__WHAT TO PRODUCE__.
Set down exactly the lines of the listing below that begin at the one containing "Digitize the connectivity" and end at the last line, both included.

*** Begin section ***

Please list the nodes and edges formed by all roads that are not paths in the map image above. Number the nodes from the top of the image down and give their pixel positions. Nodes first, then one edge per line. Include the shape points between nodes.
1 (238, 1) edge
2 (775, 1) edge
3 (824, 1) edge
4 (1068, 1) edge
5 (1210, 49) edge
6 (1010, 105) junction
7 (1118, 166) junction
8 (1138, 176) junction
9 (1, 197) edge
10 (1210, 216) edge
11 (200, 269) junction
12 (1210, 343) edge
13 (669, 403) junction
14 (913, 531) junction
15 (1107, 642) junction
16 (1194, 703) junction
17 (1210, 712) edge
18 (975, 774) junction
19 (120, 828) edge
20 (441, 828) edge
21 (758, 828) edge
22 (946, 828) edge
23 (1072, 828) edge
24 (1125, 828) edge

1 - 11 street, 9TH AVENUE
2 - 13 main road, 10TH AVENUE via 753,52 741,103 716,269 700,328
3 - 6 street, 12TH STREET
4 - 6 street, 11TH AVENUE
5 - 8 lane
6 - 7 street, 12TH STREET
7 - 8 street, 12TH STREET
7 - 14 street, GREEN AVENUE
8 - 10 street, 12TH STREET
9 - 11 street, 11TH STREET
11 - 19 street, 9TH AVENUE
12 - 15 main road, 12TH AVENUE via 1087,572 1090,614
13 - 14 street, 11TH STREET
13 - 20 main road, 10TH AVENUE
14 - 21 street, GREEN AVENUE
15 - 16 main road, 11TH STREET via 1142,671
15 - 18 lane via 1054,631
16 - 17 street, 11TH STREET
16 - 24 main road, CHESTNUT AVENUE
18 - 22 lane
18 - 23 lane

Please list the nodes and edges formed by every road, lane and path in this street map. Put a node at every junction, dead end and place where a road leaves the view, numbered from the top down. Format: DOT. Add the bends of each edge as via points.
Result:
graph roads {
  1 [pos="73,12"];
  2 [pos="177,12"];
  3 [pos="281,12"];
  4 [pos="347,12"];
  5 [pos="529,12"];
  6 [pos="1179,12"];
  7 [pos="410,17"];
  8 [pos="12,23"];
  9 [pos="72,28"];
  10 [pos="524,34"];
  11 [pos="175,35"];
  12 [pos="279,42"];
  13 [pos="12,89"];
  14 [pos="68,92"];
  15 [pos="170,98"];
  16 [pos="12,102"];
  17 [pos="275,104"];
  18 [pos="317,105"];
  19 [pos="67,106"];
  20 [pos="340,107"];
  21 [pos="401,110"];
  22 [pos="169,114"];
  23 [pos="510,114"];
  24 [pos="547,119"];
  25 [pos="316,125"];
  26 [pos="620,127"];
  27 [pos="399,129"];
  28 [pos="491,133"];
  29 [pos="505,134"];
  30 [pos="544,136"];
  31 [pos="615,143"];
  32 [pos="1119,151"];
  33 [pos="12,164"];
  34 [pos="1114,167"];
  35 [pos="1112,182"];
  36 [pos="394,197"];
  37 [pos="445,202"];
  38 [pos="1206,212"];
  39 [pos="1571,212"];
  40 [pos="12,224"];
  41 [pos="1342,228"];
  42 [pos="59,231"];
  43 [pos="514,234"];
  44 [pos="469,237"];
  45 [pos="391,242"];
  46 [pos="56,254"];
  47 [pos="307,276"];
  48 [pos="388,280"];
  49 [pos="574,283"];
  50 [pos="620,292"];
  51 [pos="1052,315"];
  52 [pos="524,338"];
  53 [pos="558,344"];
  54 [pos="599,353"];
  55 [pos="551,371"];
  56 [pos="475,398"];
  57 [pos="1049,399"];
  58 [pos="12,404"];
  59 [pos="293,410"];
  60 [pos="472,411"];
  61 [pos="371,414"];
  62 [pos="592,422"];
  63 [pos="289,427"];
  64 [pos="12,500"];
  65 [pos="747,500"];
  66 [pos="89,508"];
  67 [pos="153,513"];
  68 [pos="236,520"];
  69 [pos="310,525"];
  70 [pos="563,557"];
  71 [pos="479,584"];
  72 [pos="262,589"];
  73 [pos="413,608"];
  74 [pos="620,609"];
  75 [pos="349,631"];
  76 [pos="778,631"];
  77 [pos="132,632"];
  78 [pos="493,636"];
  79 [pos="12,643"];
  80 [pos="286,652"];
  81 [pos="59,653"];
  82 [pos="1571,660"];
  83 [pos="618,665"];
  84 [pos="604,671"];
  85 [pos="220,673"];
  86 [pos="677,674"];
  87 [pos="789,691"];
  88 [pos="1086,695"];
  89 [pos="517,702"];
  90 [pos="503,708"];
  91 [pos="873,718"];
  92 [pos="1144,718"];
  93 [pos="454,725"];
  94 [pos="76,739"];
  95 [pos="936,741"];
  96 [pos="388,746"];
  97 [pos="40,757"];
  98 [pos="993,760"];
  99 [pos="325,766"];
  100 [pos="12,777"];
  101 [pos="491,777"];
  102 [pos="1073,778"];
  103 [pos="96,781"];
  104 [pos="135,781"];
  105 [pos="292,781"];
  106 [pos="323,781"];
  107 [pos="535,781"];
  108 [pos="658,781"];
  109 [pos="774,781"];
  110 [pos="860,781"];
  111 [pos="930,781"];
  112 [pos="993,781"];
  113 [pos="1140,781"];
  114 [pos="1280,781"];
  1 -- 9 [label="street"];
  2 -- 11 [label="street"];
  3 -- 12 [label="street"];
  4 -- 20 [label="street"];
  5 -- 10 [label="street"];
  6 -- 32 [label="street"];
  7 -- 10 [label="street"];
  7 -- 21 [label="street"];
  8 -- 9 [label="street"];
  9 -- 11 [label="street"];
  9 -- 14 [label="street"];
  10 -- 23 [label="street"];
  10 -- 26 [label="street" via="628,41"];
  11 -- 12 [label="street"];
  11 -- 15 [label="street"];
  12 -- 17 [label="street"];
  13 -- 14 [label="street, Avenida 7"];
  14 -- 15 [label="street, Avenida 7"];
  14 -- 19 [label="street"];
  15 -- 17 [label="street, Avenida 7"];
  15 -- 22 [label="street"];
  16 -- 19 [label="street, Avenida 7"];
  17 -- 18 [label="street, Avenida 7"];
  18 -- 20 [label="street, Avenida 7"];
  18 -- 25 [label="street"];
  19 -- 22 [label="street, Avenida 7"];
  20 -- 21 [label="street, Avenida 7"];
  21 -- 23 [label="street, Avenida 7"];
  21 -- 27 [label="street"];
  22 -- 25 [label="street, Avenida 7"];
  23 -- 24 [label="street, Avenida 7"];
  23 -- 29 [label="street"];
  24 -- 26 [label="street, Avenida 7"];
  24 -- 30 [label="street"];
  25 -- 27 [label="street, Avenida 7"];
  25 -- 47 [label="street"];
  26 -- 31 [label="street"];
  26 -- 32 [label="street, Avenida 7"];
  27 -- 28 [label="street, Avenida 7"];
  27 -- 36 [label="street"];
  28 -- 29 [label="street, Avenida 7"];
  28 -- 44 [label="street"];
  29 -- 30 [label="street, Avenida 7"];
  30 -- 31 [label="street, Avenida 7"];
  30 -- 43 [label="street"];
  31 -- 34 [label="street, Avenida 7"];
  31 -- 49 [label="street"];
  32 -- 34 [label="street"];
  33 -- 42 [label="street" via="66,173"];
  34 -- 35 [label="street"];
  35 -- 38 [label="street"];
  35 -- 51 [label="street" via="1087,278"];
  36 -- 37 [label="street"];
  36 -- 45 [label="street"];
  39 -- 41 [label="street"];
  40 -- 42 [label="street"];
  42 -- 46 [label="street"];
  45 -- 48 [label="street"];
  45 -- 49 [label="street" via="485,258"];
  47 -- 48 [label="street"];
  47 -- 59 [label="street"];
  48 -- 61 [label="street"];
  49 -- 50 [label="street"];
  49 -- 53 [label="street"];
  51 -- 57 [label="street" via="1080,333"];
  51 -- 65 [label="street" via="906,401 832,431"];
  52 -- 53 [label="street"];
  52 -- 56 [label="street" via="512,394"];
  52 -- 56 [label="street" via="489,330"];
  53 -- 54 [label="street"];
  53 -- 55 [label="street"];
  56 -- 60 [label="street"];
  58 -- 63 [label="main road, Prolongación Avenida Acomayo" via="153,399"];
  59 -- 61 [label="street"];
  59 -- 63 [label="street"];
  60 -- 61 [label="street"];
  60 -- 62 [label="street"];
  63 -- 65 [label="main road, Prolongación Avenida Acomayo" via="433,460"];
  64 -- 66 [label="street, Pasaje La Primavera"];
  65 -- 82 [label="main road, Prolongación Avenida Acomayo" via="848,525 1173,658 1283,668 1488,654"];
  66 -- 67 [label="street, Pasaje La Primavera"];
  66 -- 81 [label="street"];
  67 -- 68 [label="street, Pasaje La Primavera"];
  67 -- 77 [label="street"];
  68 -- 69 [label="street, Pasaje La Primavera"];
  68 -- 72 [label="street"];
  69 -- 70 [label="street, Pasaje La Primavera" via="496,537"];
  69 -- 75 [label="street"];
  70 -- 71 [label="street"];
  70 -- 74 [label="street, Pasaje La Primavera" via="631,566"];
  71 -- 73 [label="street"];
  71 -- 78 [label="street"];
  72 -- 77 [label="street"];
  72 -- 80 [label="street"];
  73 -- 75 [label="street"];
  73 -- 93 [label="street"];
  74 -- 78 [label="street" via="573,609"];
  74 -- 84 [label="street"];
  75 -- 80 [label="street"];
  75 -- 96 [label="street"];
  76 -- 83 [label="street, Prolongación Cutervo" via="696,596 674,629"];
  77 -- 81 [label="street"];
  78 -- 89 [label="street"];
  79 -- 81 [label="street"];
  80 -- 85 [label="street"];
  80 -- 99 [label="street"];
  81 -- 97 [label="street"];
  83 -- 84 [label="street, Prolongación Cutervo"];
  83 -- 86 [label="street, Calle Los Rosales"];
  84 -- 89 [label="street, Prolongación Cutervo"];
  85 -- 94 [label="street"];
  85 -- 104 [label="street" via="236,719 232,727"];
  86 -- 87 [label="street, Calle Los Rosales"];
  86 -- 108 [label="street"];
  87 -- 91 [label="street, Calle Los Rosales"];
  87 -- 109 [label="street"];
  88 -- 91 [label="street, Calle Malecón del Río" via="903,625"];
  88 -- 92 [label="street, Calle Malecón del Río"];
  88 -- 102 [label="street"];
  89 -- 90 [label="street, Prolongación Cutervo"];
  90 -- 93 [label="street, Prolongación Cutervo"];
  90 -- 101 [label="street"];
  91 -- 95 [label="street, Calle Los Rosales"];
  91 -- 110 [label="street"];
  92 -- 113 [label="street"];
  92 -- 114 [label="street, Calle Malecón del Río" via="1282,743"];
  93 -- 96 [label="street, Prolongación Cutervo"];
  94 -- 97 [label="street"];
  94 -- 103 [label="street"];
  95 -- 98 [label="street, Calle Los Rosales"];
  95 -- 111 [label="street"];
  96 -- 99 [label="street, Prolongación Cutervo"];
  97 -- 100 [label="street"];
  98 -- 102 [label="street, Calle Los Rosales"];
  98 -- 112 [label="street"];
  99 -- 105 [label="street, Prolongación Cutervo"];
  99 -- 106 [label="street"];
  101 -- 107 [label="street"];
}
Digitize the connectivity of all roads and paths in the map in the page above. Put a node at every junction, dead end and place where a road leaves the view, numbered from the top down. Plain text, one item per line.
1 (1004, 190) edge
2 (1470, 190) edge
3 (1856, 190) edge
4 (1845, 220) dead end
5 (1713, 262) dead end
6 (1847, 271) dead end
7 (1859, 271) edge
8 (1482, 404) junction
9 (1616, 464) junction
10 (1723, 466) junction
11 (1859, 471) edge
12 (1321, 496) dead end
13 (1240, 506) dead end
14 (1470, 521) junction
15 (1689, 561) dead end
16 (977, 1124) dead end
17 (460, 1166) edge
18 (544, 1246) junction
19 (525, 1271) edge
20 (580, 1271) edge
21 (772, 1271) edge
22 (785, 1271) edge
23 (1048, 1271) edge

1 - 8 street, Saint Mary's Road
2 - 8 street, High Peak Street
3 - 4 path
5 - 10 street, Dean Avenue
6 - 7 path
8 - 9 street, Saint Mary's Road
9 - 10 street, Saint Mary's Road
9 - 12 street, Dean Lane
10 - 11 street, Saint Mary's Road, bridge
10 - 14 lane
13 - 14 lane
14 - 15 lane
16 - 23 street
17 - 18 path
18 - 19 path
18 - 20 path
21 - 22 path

*** End section ***

__EXERCISE RESPONSE__.
Digitize the connectivity of all roads and paths in the map in the page above. Put a node at every junction, dead end and place where a road leaves the view, numbered from the top down. Plain text, one item per line.
1 (1004, 190) edge
2 (1470, 190) edge
3 (1856, 190) edge
4 (1845, 220) dead end
5 (1713, 262) dead end
6 (1847, 271) dead end
7 (1859, 271) edge
8 (1482, 404) junction
9 (1616, 464) junction
10 (1723, 466) junction
11 (1859, 471) edge
12 (1321, 496) dead end
13 (1240, 506) dead end
14 (1470, 521) junction
15 (1689, 561) dead end
16 (977, 1124) dead end
17 (460, 1166) edge
18 (544, 1246) junction
19 (525, 1271) edge
20 (580, 1271) edge
21 (772, 1271) edge
22 (785, 1271) edge
23 (1048, 1271) edge

1 - 8 street, Saint Mary's Road
2 - 8 street, High Peak Street
3 - 4 path
5 - 10 street, Dean Avenue
6 - 7 path
8 - 9 street, Saint Mary's Road
9 - 10 street, Saint Mary's Road
9 - 12 street, Dean Lane
10 - 11 street, Saint Mary's Road, bridge
10 - 14 lane
13 - 14 lane
14 - 15 lane
16 - 23 street
17 - 18 path
18 - 19 path
18 - 20 path
21 - 22 path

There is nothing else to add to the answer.